**ACTION ITEM**
The listing below is the input. Say how many of its lines contain "Adalberto", giving the number alone.

========

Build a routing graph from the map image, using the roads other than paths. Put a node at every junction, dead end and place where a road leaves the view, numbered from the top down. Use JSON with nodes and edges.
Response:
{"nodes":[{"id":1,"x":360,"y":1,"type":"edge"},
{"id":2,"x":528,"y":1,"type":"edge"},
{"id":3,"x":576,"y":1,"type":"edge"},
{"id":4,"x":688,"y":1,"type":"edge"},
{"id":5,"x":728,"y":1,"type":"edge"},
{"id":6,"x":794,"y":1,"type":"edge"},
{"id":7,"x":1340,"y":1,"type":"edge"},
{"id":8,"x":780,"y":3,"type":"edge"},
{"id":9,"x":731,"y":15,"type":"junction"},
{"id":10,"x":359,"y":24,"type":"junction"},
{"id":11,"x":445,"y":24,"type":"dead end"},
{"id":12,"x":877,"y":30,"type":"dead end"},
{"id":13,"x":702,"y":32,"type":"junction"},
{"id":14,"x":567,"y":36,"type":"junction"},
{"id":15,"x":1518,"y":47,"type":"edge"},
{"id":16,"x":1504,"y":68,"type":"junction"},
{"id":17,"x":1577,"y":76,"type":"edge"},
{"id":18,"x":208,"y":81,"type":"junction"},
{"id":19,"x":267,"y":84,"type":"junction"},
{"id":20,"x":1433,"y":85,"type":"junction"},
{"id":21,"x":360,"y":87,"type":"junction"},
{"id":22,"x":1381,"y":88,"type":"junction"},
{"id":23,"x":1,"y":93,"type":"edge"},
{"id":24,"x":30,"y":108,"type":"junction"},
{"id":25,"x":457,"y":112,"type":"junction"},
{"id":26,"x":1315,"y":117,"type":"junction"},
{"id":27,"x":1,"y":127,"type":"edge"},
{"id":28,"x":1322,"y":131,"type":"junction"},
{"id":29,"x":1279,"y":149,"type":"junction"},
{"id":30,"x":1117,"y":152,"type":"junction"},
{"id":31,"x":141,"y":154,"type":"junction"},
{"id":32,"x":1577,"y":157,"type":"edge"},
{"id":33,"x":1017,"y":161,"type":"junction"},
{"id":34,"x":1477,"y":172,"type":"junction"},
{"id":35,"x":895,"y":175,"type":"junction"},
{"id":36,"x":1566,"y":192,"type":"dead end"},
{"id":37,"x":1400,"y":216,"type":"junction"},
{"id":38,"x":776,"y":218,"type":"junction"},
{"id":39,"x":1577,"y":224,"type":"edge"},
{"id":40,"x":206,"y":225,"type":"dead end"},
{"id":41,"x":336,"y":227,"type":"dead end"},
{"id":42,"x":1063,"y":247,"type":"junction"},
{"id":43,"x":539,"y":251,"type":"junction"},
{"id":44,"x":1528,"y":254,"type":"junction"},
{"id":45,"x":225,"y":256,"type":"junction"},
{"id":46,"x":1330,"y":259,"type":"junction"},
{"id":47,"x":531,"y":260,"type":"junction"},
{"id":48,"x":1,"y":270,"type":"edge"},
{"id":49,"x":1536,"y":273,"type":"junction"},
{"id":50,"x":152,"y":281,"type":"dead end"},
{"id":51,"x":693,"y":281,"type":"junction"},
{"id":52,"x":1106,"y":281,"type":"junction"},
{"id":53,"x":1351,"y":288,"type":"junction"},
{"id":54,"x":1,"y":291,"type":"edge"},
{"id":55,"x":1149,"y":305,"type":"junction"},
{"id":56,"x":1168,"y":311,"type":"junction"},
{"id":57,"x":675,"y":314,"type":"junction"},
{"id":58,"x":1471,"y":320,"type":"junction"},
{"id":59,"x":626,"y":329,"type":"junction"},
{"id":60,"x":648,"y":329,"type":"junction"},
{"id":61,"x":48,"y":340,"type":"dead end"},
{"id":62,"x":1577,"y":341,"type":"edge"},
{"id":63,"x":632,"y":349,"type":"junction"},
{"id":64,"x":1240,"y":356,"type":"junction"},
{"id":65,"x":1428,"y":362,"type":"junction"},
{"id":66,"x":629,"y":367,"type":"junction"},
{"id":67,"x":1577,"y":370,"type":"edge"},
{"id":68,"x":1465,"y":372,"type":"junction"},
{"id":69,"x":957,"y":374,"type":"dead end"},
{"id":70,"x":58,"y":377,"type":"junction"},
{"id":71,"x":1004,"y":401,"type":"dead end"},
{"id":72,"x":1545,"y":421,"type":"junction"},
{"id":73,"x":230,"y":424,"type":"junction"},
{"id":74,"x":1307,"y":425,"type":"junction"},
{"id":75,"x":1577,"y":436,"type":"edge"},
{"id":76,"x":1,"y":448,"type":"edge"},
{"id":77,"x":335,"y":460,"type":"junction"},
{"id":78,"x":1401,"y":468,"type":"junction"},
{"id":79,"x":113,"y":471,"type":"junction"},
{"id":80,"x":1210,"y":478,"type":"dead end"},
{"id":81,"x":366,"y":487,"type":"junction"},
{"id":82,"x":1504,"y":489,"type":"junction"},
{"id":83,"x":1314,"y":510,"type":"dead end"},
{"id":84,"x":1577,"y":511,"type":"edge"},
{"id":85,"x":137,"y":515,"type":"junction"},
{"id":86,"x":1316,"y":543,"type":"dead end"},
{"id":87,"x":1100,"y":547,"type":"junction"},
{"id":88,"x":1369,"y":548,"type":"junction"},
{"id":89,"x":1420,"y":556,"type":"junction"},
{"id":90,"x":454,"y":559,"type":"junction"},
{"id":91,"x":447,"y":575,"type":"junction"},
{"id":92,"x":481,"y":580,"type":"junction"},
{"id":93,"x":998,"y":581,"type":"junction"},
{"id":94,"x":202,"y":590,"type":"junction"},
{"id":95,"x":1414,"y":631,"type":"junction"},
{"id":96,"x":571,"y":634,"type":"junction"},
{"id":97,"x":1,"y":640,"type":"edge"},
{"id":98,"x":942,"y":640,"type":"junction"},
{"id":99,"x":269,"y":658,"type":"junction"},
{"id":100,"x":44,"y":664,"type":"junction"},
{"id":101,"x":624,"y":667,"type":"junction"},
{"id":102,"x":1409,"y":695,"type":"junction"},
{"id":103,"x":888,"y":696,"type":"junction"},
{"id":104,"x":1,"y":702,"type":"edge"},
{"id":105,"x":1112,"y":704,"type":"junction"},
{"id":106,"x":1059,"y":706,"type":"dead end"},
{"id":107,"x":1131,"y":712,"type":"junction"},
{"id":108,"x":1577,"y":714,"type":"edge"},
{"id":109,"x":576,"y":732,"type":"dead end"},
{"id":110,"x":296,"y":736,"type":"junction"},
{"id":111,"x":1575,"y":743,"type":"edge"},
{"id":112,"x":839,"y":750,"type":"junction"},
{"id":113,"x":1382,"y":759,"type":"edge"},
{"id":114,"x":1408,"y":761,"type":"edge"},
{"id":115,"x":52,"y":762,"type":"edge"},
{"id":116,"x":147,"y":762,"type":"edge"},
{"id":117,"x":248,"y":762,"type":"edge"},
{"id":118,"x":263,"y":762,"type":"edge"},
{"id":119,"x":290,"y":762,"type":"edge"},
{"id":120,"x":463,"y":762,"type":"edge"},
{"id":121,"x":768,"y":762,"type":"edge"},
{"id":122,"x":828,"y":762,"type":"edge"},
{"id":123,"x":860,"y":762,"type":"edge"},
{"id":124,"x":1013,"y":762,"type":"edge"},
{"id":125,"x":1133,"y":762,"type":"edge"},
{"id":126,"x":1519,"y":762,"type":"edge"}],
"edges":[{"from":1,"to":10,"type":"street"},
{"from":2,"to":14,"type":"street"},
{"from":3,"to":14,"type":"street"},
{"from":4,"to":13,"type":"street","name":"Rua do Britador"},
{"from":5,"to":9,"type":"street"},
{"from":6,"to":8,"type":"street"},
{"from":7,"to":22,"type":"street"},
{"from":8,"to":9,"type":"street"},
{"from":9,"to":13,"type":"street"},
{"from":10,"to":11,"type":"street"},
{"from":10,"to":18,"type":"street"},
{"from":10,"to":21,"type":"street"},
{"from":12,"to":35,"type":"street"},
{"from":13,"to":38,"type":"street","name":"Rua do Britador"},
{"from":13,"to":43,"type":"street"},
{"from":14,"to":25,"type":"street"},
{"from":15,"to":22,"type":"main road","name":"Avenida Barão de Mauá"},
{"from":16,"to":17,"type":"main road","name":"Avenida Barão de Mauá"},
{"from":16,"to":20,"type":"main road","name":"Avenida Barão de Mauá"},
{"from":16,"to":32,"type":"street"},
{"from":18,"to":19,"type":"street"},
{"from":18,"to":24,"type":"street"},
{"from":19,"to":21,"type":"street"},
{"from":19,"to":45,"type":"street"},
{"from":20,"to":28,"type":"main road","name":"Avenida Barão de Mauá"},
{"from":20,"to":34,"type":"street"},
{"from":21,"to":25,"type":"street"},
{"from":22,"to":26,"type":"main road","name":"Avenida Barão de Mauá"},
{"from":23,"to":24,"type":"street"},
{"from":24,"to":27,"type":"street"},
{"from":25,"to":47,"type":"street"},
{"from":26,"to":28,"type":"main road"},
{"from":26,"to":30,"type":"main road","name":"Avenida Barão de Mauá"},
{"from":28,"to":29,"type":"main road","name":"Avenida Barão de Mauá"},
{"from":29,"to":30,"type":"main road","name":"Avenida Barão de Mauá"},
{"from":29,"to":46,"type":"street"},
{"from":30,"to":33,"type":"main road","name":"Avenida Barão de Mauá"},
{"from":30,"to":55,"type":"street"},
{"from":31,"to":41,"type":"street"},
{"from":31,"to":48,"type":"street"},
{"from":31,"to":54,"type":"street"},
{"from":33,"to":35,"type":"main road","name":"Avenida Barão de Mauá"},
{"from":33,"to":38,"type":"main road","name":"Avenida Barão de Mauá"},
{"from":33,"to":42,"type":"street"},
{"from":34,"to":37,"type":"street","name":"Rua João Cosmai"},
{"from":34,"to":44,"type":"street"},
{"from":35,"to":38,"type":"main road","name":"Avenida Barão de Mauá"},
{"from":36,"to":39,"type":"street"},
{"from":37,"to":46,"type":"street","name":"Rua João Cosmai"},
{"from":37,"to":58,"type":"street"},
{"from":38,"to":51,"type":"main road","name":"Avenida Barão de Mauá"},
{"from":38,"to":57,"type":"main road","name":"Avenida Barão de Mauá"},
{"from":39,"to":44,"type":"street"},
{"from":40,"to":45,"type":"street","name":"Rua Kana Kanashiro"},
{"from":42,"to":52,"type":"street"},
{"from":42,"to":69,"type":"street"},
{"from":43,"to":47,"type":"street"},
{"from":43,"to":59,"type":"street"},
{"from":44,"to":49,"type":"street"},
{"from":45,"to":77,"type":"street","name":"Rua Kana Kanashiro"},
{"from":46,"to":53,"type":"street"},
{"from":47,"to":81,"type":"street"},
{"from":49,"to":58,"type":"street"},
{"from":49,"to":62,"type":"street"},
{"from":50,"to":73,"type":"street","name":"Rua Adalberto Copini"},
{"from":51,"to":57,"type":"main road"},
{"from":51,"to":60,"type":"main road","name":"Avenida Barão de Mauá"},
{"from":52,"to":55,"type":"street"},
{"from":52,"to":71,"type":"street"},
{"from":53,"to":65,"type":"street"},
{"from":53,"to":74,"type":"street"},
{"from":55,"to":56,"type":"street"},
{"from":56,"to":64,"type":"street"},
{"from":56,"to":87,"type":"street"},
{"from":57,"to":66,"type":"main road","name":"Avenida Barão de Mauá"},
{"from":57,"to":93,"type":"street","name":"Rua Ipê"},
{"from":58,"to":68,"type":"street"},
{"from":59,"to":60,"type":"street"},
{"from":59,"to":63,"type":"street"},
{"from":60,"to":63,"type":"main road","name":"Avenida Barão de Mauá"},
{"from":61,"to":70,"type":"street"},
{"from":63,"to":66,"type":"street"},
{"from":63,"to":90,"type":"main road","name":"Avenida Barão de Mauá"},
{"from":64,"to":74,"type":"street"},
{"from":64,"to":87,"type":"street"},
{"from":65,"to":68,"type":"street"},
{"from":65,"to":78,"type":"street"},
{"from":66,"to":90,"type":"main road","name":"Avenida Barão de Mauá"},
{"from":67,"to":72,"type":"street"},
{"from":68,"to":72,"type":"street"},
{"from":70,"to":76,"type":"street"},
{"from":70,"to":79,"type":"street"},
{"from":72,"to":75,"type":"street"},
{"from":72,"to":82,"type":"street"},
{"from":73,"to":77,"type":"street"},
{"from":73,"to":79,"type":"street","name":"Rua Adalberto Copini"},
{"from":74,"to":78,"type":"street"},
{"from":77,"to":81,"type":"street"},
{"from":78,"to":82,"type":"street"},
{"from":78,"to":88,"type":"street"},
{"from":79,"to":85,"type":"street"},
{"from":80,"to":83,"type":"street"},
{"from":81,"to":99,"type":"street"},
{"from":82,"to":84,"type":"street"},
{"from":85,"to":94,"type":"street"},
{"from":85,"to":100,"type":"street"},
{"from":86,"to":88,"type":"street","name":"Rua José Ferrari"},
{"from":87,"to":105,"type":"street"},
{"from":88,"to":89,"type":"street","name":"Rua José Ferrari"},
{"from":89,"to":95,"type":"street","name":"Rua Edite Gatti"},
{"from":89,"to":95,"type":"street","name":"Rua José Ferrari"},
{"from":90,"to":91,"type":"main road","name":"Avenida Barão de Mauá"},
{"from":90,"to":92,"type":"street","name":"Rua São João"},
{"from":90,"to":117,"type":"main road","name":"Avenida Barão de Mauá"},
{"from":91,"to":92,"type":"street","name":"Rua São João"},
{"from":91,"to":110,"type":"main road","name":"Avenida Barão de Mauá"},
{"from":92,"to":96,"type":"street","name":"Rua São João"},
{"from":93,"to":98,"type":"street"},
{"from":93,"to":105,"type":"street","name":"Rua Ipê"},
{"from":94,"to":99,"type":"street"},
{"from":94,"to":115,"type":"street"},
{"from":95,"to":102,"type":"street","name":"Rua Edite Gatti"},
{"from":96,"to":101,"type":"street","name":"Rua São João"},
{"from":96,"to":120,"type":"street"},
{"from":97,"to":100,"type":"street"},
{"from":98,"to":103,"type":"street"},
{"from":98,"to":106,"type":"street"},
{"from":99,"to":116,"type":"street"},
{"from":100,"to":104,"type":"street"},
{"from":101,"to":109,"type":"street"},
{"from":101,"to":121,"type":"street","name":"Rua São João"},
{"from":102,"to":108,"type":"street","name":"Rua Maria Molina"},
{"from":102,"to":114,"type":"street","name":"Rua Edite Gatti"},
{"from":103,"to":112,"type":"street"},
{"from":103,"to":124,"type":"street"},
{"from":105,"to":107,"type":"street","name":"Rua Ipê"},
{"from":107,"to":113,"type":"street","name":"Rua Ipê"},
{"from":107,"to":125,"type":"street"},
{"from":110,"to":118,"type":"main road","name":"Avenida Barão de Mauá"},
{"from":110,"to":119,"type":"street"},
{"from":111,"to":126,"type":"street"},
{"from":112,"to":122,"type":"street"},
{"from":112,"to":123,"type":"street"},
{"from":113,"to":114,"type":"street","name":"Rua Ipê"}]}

========

**THE ANSWER**
2